Per motivi diversi, il premier israeliano Benjamin Netanyahu e il presidente russo Vladimir Putin possono credere che sia nel loro interesse stare a vedere se davvero il loro ‘amico’ Trump ridiventa presidente, schivando i processi che lo attendono. Il presidente ucraino Volodymyr Zelensky sente il pericolo e invita a Kiev Trump, che dice di potere fare finire la guerra da un giorno all’altro.
In Ucraina, il conflitto è divenuto di posizione, di logoramento, di trincea. Il fronte è immobile, complice il Generale Inverno; la presenza russa nei territori annessi con referendum farsa si consolida; la stanchezza dell’Occidente nell’aiutare l’Ucraina – con gli aiuti americani tenuti fermi, non a caso, dai repubblicani in Congresso – rende illusori gli obiettivi di riconquista ucraini.

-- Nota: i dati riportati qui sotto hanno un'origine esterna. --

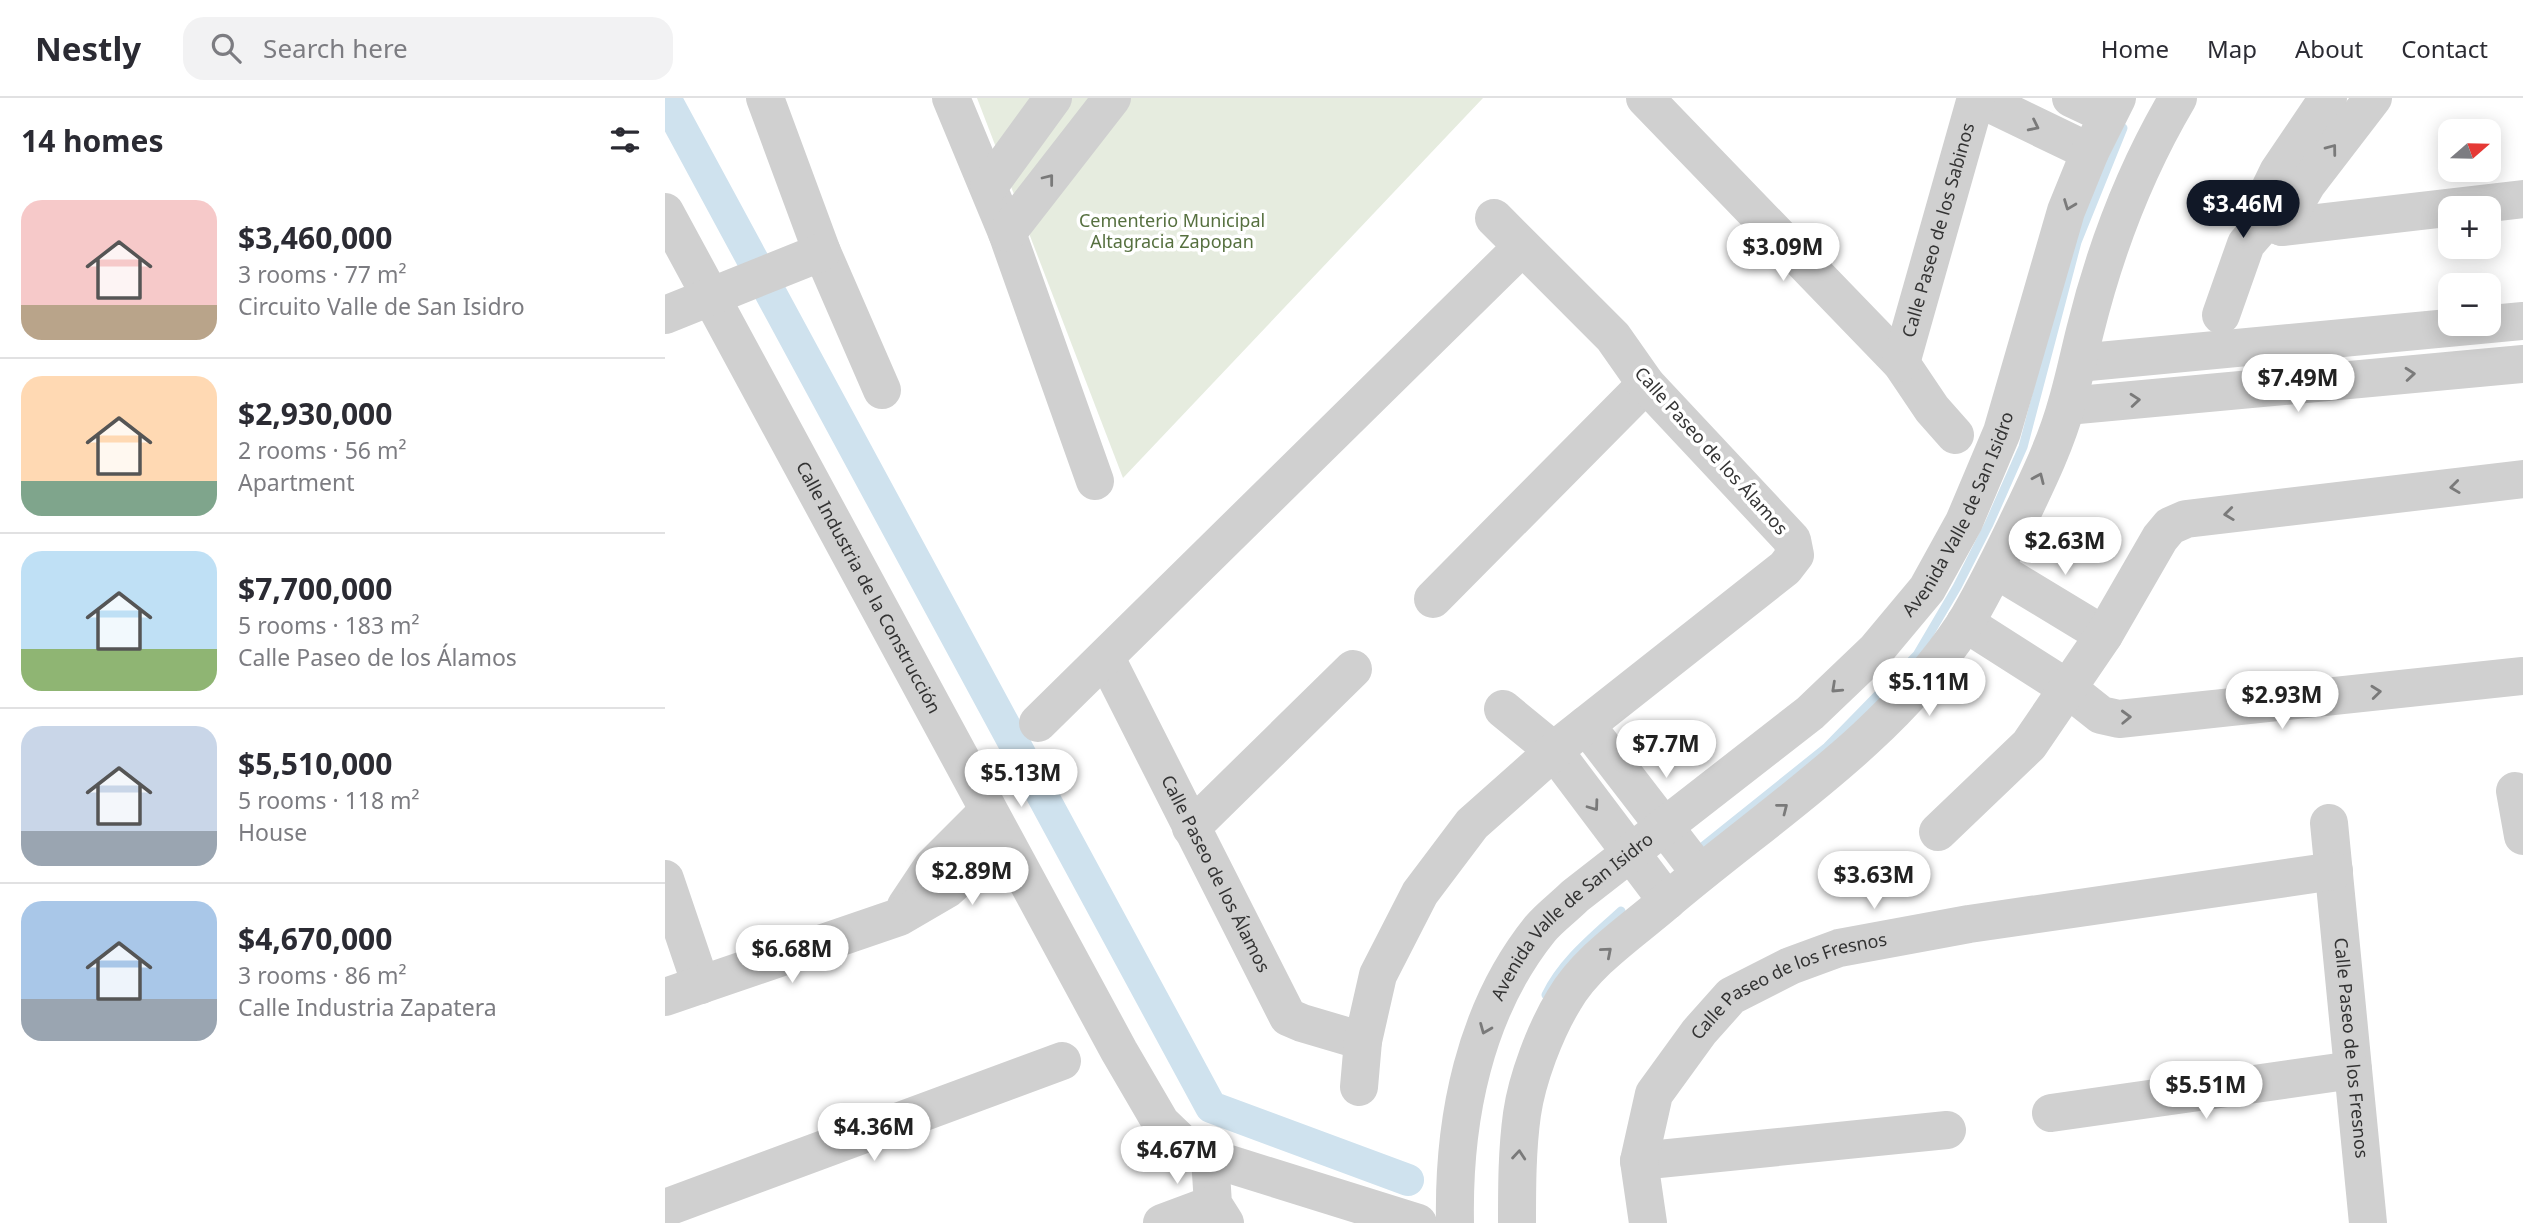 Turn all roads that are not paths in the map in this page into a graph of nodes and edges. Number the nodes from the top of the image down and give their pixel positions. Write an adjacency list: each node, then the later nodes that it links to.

Innescata dai raid terroristici di Hamas in territorio israeliano il 7 ottobre – circa 1200 vittime, oltre 250 ostaggi, di cui la metà ancora in mano ai rapitori -, la guerra in Medio Oriente tra Israele e Hamas ha fatto più di 25 mila morti in 110 giorni, deborda dalla Striscia di Gaza, provoca fiammate in CisGiordania e al confine tra Libano e Israele; e produce metastasi nel Mar Rosso e nello Yemen, in Iraq e in Siria, in Iran e in Pakistan.
Il conflitto ha così tante sfaccettature che è difficile tenere dietro agli sviluppi ed è illusorio sperare che, a un certo punto, non si saldino insieme, anche quando non c’entrano magari nulla l’una con le altre. E la nemesi di Trump allunga sul 2024 ombre di guerre.